(WORK INSTRUCTIONS)
In the records that follow, count each line where the string "Baru" occurs. Provide the total and no other text.

(Stored data entries)
------

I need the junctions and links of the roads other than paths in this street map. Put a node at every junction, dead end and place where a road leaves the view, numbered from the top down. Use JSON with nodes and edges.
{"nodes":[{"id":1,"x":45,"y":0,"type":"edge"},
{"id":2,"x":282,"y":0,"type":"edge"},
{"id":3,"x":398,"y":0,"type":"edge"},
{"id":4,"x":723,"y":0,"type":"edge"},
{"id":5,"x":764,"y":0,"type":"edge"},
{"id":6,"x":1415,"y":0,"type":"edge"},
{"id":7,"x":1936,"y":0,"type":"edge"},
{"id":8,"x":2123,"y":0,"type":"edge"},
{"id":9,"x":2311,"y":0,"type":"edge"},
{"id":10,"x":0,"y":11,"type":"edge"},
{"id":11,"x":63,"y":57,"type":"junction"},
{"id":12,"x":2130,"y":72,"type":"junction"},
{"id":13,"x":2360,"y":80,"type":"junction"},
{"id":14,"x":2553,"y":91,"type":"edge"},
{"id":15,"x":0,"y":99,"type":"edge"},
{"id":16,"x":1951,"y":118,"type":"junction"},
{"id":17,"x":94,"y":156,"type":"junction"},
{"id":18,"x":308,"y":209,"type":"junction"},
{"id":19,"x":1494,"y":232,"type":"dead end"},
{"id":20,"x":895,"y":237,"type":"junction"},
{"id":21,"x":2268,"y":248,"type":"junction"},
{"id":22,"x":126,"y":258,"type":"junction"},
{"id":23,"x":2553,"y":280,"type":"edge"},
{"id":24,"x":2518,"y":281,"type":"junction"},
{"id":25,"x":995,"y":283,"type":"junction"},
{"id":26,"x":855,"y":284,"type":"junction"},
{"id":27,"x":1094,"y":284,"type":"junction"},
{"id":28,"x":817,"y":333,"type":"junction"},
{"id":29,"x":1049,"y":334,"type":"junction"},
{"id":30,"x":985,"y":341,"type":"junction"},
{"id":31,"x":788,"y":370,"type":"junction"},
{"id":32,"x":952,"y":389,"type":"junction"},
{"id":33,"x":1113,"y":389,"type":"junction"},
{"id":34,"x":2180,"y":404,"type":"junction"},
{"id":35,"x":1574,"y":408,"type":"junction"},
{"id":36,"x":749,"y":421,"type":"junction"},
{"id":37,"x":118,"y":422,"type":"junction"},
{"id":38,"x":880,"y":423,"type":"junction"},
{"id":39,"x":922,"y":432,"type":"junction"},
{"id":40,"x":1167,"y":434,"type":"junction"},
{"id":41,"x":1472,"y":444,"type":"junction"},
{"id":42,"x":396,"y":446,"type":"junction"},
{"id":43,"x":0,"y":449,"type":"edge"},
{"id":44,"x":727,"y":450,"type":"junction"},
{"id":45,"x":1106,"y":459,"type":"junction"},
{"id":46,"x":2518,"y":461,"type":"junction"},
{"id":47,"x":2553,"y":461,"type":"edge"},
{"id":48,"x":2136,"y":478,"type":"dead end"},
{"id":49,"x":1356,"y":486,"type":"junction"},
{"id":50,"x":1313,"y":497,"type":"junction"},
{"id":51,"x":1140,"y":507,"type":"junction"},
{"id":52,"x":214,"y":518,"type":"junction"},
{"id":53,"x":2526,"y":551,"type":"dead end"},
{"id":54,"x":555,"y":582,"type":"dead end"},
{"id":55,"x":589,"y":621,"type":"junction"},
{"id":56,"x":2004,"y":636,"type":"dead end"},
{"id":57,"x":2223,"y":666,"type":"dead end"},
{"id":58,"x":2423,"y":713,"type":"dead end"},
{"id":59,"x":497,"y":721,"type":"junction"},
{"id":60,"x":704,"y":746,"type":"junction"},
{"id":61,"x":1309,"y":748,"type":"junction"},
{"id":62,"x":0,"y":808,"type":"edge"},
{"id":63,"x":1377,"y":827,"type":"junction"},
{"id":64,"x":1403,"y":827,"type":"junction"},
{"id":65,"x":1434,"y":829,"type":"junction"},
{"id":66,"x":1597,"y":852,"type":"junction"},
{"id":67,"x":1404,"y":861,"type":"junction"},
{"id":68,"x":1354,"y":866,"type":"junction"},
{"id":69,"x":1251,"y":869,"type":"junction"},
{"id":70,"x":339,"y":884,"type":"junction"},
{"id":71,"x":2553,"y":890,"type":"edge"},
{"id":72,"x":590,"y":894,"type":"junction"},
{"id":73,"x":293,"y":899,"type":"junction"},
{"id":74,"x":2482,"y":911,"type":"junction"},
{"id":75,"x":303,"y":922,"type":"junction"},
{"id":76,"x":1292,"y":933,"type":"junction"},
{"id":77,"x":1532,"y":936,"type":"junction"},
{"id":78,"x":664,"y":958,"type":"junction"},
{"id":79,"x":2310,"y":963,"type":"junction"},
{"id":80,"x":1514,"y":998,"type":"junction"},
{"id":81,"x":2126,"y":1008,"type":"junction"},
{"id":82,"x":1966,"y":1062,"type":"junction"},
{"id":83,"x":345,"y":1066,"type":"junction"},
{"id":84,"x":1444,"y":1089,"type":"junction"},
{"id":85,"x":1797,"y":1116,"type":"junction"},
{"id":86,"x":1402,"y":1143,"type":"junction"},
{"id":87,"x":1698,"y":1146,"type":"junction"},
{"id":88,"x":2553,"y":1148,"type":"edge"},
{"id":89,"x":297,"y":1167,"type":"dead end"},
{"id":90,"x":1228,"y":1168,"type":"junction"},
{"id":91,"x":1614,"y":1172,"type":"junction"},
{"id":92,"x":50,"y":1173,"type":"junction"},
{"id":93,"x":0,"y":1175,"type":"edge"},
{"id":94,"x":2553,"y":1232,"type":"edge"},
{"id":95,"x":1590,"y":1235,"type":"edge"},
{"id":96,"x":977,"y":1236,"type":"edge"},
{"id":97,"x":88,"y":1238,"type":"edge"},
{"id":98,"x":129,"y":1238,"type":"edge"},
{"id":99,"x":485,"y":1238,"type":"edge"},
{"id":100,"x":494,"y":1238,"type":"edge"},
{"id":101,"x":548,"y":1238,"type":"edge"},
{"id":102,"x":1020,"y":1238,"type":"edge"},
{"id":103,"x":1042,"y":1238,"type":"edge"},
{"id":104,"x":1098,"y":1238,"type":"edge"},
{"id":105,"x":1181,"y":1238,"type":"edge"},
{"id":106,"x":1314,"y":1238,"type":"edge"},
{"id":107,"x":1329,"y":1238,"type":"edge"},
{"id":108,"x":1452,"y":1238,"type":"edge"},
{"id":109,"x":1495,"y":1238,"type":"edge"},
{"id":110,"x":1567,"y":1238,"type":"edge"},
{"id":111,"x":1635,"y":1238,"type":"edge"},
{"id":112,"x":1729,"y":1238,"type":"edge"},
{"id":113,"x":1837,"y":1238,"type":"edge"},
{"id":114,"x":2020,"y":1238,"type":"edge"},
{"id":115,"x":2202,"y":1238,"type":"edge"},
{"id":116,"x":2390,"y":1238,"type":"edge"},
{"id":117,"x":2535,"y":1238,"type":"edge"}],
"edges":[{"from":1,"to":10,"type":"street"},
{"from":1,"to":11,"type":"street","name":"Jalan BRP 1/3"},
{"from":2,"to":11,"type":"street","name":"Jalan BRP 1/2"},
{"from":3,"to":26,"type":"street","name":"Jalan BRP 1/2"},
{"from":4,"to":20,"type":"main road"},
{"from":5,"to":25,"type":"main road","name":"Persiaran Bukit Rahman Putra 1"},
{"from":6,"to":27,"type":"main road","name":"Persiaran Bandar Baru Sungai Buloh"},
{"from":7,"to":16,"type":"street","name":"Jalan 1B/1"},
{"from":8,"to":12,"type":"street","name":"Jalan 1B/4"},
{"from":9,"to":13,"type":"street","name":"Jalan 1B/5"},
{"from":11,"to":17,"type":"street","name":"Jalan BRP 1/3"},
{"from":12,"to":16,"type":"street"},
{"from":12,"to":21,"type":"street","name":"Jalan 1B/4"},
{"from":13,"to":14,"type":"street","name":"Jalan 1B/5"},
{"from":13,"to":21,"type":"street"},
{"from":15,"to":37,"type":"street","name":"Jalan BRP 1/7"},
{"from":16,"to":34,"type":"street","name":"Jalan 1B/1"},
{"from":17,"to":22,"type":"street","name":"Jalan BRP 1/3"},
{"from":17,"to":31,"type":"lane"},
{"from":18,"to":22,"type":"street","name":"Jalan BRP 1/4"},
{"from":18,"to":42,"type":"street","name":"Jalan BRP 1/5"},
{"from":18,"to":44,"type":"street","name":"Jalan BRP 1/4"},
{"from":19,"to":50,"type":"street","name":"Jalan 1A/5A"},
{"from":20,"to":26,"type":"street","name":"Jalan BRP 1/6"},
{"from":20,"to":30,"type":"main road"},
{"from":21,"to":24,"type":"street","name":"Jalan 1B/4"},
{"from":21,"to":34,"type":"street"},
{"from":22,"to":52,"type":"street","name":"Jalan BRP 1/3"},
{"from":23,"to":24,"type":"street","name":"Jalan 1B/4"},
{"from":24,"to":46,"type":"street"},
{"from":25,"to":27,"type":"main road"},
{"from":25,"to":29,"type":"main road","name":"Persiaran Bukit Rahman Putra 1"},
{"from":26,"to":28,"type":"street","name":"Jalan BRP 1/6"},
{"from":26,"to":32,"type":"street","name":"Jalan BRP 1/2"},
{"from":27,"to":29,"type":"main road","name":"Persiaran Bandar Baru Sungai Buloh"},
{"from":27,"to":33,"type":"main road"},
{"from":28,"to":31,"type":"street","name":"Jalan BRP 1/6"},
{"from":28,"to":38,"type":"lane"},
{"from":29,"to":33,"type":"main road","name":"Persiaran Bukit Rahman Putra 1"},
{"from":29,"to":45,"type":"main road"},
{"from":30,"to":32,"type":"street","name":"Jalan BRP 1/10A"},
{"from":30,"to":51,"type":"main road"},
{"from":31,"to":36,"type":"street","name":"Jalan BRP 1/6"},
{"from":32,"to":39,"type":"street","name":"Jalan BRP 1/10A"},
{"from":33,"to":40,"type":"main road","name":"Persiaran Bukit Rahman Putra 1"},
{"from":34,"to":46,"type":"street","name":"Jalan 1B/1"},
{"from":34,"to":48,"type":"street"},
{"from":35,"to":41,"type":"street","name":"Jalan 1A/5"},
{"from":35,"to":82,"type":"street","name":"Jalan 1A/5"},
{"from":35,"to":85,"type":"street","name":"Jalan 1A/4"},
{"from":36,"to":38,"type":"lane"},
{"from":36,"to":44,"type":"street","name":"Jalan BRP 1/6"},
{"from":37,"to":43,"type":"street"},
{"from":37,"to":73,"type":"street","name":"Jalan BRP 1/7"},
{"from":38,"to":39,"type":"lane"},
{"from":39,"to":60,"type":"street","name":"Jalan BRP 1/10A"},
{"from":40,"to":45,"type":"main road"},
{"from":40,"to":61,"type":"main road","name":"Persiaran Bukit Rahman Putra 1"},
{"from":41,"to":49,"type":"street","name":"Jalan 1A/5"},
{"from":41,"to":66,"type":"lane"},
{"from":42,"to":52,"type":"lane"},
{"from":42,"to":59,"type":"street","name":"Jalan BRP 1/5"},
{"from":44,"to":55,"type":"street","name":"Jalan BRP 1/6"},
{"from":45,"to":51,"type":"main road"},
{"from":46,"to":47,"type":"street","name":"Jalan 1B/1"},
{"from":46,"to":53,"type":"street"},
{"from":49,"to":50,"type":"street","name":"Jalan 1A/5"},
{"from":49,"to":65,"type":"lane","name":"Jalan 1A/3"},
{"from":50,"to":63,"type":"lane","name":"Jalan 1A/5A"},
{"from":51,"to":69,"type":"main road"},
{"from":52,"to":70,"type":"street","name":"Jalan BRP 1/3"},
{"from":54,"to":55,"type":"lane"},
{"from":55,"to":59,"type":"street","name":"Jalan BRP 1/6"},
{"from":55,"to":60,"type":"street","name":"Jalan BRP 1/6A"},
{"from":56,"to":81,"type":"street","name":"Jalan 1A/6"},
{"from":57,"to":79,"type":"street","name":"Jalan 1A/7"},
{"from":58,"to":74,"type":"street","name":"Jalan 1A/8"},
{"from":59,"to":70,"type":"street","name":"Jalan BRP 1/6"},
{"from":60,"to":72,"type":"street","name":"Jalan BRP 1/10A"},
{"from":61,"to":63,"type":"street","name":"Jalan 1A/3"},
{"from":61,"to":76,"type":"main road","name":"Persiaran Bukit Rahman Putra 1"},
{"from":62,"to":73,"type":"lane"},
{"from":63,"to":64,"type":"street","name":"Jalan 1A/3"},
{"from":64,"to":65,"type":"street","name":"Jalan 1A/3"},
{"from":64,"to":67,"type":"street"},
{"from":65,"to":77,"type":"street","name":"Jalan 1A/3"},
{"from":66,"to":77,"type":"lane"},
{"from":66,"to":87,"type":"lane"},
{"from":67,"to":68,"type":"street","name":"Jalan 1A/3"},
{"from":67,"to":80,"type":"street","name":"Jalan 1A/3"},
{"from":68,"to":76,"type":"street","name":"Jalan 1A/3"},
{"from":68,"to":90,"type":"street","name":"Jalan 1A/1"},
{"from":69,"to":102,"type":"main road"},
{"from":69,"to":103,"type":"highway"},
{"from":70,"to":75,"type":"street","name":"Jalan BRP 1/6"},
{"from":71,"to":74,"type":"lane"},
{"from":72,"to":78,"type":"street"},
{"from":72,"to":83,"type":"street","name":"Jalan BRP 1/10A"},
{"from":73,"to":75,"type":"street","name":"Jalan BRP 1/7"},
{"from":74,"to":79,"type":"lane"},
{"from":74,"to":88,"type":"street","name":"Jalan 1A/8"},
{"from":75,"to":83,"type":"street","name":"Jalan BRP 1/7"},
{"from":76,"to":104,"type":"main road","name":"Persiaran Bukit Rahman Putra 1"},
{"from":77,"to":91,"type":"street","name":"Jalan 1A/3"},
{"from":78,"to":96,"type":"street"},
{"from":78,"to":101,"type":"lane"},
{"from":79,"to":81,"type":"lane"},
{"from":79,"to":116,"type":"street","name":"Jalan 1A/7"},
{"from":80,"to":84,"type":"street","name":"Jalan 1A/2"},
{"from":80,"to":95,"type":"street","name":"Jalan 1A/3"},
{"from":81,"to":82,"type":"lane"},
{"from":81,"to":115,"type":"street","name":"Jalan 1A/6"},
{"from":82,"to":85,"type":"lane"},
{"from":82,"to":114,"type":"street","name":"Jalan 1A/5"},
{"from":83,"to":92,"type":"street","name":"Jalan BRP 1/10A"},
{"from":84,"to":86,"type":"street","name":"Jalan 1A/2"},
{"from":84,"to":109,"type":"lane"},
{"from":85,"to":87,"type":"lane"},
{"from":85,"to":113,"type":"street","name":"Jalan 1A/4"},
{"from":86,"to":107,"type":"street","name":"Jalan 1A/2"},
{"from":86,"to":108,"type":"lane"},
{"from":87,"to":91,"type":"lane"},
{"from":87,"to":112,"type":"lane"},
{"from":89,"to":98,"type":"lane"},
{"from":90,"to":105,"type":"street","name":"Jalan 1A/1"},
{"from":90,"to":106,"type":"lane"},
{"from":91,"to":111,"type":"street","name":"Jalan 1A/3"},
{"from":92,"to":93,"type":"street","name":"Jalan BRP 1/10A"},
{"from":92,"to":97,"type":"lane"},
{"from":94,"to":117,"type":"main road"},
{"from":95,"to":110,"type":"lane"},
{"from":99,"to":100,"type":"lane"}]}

------

(WORKED SOLUTION)
2